Photo by Carol Rosegg.

But they're all subservient to other forces. Of Parva's direction, which is decisive and respectful, but sometimes two-dimensional and less interested than it could be in highlighting and amplifying everyone's presence equally. Of Kevin Judge's utilitarian set, the shadowy lighting by David Castaneda, and atmospheric backdrop projections from Alex Koch, which suggest the incongruity of a university history seminar given on the set of the Drama department's production of The Crucible. And, of course, of the script, which tends to treat everyone other than Irena as interchangeable ornaments decorating a far grander offering.

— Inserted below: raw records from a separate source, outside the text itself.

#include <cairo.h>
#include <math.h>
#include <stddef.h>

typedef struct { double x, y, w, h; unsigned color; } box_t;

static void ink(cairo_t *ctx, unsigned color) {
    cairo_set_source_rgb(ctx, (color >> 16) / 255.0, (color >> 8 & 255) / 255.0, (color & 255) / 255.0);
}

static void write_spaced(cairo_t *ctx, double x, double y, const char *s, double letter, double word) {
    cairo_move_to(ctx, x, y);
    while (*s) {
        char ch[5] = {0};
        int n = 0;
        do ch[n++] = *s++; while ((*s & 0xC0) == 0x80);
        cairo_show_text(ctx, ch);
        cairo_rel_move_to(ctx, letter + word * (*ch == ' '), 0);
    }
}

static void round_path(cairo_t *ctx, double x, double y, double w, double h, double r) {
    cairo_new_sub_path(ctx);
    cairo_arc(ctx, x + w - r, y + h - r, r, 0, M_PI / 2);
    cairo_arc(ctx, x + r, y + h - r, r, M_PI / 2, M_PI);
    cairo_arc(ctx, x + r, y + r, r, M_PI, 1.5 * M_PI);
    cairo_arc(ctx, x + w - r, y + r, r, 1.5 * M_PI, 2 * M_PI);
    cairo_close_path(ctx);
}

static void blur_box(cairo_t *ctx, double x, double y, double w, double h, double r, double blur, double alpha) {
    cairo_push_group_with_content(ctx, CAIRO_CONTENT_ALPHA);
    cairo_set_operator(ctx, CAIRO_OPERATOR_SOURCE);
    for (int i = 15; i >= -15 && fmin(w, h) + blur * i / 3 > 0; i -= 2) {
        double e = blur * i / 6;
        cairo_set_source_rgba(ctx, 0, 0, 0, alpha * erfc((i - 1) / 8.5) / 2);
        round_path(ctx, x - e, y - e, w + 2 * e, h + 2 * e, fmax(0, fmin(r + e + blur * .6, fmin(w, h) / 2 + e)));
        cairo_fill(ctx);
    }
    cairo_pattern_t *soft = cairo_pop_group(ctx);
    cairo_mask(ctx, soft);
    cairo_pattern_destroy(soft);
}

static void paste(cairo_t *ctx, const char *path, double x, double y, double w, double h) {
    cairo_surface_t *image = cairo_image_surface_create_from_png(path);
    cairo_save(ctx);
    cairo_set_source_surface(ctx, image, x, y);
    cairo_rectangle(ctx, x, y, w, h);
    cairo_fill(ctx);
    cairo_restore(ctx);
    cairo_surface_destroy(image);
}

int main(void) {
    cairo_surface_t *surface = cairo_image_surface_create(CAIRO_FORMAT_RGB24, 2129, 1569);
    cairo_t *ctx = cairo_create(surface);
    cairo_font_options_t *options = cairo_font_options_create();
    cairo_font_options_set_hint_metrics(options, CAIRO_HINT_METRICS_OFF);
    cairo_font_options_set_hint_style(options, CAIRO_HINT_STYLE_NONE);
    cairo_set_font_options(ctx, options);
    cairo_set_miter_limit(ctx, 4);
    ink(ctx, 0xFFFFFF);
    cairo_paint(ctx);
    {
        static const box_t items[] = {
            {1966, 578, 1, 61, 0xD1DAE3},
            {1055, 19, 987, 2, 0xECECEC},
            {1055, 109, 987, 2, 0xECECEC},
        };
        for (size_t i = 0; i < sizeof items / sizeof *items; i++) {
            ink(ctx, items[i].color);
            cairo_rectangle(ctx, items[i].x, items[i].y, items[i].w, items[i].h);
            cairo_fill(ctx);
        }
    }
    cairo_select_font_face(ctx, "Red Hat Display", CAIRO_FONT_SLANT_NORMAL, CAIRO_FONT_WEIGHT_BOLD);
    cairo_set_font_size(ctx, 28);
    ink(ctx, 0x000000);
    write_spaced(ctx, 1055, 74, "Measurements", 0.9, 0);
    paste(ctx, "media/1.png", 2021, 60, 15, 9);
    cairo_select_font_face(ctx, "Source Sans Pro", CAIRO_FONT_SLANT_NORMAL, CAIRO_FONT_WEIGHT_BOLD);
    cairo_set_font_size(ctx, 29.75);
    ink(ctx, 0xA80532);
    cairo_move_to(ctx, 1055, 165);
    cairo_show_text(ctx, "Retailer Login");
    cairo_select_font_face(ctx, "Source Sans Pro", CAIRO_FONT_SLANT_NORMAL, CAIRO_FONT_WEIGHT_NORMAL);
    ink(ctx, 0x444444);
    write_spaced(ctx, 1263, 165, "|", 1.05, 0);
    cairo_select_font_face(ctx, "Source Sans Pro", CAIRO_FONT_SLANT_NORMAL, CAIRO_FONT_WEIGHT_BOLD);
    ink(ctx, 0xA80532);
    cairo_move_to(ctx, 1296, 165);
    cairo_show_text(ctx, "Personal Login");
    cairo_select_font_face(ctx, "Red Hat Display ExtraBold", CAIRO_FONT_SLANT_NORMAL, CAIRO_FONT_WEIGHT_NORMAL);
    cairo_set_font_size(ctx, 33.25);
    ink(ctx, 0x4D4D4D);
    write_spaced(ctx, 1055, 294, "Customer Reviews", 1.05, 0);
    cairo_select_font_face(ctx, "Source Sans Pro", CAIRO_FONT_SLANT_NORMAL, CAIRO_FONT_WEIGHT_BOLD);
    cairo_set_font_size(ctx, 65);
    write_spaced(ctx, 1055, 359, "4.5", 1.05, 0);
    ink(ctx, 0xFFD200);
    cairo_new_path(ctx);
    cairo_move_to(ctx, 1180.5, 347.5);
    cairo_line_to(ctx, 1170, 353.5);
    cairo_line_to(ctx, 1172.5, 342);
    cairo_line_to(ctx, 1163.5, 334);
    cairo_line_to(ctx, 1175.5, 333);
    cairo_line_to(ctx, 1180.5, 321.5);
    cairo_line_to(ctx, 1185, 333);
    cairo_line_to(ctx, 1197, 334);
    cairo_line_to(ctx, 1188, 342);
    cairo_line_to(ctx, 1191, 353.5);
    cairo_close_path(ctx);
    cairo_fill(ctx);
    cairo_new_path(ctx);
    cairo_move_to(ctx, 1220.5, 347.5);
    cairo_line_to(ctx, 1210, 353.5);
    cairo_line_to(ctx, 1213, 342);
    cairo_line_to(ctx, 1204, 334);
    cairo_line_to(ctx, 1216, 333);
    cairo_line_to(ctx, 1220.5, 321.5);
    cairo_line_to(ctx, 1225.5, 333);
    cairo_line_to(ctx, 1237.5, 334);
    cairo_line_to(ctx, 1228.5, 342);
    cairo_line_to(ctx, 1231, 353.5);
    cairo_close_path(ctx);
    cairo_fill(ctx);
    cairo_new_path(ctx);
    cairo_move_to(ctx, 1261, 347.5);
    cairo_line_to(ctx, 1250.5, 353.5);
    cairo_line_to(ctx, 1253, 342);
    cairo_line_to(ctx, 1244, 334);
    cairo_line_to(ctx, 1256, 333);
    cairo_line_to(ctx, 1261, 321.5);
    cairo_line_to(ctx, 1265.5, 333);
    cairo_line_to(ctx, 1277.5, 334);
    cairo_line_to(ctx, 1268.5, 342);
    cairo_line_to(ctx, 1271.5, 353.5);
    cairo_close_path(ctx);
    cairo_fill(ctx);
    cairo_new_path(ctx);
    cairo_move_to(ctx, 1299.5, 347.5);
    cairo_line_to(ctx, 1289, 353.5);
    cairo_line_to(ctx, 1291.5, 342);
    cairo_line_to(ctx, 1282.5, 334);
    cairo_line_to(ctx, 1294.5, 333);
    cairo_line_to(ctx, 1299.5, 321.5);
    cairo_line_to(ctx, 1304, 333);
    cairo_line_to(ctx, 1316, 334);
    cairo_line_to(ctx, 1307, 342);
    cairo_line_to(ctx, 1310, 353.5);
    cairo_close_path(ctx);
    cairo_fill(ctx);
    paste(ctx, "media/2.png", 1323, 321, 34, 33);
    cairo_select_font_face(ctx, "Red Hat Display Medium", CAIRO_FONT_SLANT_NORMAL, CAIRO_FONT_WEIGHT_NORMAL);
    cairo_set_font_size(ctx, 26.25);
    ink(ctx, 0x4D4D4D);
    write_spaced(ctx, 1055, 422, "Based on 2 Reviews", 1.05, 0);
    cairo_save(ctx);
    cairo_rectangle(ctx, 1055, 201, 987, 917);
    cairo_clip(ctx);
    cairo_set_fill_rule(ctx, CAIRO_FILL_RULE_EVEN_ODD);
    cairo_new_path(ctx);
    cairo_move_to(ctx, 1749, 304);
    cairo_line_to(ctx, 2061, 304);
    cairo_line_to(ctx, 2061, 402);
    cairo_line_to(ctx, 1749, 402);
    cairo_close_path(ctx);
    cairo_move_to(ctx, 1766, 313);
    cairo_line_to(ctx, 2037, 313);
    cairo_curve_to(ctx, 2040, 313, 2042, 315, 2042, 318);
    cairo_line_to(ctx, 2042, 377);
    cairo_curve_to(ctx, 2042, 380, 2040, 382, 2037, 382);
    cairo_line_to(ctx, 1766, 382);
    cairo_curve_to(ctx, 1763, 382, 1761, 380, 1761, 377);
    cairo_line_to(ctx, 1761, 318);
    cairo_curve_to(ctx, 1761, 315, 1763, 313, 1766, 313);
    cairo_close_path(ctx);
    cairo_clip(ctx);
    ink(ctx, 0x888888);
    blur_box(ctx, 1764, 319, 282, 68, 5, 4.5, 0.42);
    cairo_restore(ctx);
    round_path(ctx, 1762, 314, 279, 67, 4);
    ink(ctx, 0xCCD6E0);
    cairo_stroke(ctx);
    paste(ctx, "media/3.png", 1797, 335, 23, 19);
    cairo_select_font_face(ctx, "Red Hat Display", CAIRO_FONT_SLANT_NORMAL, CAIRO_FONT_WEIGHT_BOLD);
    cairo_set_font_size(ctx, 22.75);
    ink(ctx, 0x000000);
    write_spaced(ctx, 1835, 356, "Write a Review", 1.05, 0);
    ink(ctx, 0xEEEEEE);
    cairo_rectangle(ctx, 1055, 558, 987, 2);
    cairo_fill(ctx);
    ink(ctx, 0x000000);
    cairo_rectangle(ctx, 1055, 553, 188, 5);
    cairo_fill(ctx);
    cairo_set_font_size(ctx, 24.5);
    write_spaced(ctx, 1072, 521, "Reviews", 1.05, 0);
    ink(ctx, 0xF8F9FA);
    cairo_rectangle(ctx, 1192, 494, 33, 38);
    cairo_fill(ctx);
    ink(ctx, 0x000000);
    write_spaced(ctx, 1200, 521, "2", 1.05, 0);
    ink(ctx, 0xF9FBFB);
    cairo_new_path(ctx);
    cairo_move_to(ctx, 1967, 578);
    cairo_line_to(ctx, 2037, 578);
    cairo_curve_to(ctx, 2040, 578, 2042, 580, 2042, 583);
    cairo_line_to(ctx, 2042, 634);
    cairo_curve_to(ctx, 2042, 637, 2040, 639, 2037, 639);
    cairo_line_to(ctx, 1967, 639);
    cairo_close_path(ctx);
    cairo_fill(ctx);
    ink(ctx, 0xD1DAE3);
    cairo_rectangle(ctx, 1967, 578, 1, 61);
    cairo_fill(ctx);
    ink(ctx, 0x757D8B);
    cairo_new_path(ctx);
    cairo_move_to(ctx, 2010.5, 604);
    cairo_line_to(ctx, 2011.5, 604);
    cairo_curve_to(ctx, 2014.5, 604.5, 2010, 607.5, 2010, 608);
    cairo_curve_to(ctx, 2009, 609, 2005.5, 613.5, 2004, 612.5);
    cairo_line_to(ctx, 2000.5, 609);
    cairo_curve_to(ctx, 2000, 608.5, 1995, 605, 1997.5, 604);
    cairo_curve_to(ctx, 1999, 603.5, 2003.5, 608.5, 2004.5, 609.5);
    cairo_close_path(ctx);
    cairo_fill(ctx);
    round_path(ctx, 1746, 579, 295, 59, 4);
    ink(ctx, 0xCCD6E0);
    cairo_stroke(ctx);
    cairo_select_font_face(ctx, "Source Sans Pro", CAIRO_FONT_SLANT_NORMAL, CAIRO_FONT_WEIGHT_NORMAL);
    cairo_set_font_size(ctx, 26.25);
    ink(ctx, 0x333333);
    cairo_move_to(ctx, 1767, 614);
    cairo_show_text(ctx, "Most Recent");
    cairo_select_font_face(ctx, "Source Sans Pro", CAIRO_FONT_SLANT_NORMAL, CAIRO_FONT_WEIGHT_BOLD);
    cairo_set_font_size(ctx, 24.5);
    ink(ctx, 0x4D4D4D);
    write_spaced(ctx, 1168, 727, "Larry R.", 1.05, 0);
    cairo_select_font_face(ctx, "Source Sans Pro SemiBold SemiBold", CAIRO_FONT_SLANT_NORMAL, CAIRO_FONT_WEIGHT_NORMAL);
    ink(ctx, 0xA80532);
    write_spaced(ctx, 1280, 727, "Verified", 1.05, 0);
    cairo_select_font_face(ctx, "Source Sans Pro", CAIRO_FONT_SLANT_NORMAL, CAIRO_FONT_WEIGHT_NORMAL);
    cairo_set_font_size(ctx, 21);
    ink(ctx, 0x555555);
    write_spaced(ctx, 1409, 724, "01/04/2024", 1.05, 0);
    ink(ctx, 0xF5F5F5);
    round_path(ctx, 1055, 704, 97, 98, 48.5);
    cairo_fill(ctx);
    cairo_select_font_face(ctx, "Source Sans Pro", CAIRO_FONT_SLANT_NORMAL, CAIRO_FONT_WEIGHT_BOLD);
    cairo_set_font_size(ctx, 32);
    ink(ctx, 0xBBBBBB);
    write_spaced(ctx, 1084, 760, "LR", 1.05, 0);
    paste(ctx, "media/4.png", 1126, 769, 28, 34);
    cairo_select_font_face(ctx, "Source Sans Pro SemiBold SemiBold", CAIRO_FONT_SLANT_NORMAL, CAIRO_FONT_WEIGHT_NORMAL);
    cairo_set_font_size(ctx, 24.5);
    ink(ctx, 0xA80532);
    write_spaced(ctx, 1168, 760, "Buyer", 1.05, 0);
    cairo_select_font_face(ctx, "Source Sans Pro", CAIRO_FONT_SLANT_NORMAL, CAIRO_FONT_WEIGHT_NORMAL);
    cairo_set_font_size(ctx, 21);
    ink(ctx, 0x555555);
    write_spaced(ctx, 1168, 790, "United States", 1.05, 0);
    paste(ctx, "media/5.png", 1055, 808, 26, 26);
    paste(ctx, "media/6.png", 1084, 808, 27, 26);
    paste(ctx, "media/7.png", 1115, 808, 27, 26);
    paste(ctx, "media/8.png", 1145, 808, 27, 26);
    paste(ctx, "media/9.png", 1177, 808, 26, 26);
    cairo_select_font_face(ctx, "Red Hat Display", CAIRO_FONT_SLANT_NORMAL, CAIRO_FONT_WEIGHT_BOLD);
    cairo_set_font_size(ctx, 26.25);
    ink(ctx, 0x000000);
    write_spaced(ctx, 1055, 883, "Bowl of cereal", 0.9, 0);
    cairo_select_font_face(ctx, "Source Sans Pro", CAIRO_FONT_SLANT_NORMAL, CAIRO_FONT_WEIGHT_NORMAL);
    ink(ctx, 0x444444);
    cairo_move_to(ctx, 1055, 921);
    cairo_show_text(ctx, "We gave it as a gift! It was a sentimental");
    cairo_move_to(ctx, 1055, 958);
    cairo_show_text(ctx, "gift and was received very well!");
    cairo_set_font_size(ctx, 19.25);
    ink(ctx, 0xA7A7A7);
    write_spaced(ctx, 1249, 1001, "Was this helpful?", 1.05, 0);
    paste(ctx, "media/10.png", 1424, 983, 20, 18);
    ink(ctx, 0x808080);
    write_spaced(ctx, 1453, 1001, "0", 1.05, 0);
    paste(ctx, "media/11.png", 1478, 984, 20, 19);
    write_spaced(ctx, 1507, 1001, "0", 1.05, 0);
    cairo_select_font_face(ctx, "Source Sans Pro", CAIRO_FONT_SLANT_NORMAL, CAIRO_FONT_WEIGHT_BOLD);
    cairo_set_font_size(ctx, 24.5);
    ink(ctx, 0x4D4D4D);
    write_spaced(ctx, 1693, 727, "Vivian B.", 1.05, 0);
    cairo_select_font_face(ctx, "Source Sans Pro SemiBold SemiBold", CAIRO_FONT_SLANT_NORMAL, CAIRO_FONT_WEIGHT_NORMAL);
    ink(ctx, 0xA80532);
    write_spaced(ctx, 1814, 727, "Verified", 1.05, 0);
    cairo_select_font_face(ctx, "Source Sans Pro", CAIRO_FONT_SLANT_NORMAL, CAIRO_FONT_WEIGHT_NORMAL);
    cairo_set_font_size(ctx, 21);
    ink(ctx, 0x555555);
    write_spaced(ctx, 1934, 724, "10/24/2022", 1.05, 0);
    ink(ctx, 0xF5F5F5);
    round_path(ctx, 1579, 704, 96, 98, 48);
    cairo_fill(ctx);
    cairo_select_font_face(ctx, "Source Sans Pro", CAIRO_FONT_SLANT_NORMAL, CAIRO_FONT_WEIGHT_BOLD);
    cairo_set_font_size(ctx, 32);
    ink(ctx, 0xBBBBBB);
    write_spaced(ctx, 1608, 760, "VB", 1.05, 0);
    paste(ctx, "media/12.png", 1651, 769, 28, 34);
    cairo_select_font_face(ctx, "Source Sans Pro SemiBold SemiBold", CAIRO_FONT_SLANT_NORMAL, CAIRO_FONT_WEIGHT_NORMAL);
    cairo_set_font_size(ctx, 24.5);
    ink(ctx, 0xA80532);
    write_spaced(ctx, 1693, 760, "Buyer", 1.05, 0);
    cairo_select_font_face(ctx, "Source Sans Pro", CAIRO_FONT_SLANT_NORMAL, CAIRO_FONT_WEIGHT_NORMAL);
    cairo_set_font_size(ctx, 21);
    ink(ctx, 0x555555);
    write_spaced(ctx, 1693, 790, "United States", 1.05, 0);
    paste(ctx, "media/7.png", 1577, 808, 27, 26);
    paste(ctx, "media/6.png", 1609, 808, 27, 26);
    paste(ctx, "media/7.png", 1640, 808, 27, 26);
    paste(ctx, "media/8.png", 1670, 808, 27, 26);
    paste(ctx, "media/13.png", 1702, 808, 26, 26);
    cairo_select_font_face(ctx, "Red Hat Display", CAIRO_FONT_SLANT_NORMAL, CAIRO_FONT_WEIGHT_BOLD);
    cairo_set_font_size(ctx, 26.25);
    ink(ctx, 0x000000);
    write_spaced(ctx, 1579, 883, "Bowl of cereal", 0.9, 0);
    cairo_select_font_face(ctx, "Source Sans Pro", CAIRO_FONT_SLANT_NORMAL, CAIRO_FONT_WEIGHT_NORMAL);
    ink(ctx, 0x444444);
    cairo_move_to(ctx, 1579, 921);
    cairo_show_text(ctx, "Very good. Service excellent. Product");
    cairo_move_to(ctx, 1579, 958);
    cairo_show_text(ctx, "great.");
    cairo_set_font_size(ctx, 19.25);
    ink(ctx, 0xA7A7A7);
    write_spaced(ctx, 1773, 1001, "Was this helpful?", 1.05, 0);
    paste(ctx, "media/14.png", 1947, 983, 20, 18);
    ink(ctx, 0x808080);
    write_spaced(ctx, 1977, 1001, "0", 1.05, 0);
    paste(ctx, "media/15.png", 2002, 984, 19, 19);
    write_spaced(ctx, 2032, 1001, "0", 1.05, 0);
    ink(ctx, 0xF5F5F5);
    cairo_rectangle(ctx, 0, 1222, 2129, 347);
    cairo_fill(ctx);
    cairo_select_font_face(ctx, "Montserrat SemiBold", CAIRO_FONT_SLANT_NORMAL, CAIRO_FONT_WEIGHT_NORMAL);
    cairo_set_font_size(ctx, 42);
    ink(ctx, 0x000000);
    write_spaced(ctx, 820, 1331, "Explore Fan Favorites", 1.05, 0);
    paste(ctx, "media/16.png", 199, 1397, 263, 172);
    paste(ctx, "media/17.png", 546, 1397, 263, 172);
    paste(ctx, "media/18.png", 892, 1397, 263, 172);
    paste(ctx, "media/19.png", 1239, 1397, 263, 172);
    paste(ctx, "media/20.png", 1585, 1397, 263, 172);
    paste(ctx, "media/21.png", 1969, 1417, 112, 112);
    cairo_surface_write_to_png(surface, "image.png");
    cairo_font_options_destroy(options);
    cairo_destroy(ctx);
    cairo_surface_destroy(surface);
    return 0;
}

The story is gripping, no doubt. Irena's close calls while hiding the refugees, especially during two different parties (one of which is being held while a hidden Jewish couple's baby is being born!), and the major's occasional glances against her defenses, are prime theatre, well earning the chills and gasps they elicit. Is this outstanding composition? No. Does this tread any identifiably new territory? No. But is this only as good as it has to be? No - it's noticeably, if not overwhelmingly, better. That's no small accomplishment for a play that often seems to bask in platinum-plated shamelessness as Schindler's List's long-lost fraternal twin.

And for better or worse, it would all be unthinkable without Feldshuh. She doesn't just play the role, since the role - as written - can't be played in the traditional sense. It must be transformed, molded into a conduit for the actress's inner radiance so that the audience can't tell the difference between loving Irena and loving the woman playing her. It's the ultimate trick of the theatre - stage presence - and it cannot be taught. Feldshuh never tries, but she gives you an invaluable lesson in what separates the true stars from merely the good (or even great) actresses.

In doing so, Feldshuh makes the potentially unmemorable Irena's Vow into a truly unforgettable fusion of character and charisma - an event of the kind we can never see too often. It's easy to see why this show enjoyed a much-extended Off-Broadway run at the Baruch Performing Arts Center earlier this season, and it would be unsurprising - and unconcerning - if it repeated that feat on Broadway. Irena and Feldshuh deserve and demand nothing less.